Mexican Wedding Cookies: Make the above recipe without the baking powder. After the dough is chilled, form it into 1 1/4-inch balls and place it on the parchment-lined baking sheets. Bake at 400 degrees for 10-12 minutes. When the cookies are still warm, but not hot, remove from the baking sheets and roll them a few at a time in powdered sugar until they are evenly coated. Cool them on racks and then if desired, roll them in powdered sugar again. 

Citrus shortbread men: After making the cookies, stir in 2 tbsp. orange or lemon zest.  Bake 7-10 minutes. Decorate as desired. You also can add small amounts of spices such as a little bit of rosemary or cinnamon to this recipe. Experiment! 



Chocolate chip shortbread bar: Stir ½ cup chocolate cups into the shortbread. Roll it out and cut it into rectangular bars about 2 inches by 1 inch. Bake 7-10 minutes. Cool. Drizzle with melted chocolate. 
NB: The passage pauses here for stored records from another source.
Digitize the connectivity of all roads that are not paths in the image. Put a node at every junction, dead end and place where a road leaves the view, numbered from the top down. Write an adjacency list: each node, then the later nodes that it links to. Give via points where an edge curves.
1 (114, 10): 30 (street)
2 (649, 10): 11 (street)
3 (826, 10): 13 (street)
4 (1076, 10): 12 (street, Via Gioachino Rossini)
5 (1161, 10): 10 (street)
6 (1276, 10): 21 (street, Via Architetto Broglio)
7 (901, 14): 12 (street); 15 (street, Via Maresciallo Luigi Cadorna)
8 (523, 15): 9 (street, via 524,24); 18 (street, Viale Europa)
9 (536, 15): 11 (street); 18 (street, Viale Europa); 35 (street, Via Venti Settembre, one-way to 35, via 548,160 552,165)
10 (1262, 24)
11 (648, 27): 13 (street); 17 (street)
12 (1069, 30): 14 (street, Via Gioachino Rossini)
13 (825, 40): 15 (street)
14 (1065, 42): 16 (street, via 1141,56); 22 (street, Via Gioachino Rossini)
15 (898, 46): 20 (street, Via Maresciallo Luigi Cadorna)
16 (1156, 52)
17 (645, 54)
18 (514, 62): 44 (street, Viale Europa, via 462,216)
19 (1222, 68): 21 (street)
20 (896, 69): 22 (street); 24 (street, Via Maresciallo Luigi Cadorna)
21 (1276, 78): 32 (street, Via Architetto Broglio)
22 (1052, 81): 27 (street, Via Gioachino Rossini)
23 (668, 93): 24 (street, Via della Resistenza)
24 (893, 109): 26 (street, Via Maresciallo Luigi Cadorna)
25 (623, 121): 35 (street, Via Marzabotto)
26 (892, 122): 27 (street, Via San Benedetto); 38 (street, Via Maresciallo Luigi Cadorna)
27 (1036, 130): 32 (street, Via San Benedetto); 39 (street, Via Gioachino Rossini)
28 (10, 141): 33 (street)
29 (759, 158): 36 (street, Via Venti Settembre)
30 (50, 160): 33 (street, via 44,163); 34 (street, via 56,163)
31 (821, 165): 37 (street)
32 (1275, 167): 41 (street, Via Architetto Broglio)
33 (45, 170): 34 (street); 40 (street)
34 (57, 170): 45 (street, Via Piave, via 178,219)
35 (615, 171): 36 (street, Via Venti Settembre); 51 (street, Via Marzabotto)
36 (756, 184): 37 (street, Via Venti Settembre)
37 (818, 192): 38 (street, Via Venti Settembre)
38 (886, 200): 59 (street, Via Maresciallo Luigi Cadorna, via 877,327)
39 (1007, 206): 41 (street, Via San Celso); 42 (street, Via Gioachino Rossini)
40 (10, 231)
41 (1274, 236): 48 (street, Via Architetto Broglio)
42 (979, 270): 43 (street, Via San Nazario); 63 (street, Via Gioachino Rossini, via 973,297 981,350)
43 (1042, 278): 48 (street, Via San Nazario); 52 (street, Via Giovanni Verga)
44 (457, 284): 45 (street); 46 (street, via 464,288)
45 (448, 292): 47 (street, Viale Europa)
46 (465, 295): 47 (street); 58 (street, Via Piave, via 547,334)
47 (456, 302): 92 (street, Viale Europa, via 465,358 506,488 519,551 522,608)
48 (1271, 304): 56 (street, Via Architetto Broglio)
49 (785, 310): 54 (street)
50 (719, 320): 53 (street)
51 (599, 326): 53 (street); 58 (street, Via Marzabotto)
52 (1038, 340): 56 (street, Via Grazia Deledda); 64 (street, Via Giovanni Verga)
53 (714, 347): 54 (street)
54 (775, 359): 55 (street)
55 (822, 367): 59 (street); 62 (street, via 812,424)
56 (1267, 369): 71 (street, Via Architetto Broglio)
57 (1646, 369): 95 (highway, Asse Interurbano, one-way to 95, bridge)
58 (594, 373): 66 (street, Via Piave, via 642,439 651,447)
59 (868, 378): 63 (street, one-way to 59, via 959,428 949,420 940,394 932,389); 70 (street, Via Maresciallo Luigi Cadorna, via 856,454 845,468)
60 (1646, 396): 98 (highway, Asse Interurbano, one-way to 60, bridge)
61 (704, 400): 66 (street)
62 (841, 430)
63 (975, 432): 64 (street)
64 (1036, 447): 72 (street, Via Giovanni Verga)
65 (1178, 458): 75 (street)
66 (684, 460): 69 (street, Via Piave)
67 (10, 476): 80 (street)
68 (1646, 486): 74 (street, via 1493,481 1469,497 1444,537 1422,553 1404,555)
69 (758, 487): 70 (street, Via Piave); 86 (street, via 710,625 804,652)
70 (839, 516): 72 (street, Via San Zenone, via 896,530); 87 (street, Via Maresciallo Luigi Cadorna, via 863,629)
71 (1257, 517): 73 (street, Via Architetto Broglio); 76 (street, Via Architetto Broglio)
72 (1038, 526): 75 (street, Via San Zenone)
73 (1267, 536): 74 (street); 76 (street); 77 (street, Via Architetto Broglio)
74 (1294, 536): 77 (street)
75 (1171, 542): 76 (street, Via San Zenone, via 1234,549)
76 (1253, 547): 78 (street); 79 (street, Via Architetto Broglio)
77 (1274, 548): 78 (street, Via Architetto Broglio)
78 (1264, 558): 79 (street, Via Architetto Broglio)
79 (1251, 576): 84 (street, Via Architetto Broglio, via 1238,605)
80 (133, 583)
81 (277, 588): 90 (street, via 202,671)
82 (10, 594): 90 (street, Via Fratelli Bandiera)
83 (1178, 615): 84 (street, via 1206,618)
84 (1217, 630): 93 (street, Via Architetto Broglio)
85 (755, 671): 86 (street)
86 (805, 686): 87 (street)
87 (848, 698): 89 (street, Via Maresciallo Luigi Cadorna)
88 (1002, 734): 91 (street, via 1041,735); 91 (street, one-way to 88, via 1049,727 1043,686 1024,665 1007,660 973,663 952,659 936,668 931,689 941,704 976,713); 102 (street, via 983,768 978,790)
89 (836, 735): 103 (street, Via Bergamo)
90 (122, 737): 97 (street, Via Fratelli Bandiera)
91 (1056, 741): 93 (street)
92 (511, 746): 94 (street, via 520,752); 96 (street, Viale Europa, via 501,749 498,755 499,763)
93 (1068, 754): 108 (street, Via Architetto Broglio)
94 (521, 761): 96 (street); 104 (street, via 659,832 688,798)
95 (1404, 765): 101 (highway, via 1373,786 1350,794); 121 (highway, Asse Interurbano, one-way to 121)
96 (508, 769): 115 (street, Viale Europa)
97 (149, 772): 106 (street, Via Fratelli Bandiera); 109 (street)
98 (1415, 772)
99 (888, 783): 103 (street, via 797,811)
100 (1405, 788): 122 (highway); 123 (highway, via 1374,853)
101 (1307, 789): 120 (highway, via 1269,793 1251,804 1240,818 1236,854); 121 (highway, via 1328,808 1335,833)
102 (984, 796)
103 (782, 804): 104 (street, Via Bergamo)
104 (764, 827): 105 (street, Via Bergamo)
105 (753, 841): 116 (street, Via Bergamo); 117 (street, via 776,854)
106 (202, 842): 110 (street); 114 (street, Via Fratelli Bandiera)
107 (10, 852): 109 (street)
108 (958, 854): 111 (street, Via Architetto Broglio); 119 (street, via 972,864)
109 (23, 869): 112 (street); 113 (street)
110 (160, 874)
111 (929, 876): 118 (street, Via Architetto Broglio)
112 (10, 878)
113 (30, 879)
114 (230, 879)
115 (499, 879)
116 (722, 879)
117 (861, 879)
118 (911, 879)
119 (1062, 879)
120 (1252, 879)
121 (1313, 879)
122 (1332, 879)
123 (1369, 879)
White chocolate pecan snowflakes: Stir ½ cup white chocolate chips into the shortbread and use pecans for the nuts in it. Roll it out and cut it with a snowflake cookie cutter. Dust with sparkles or a small amount of pearl sugar. 



Raspberry shortbread: Roll dough out to ¾ inch thick and cut it with a round cookie cutter. Indent it in the middle with your thumb or cut out a middle indentation with a smaller cookie cutter. Bake for 7-10 minutes. When cool, fill the middle with raspberry jam. This works well with any kind of jam.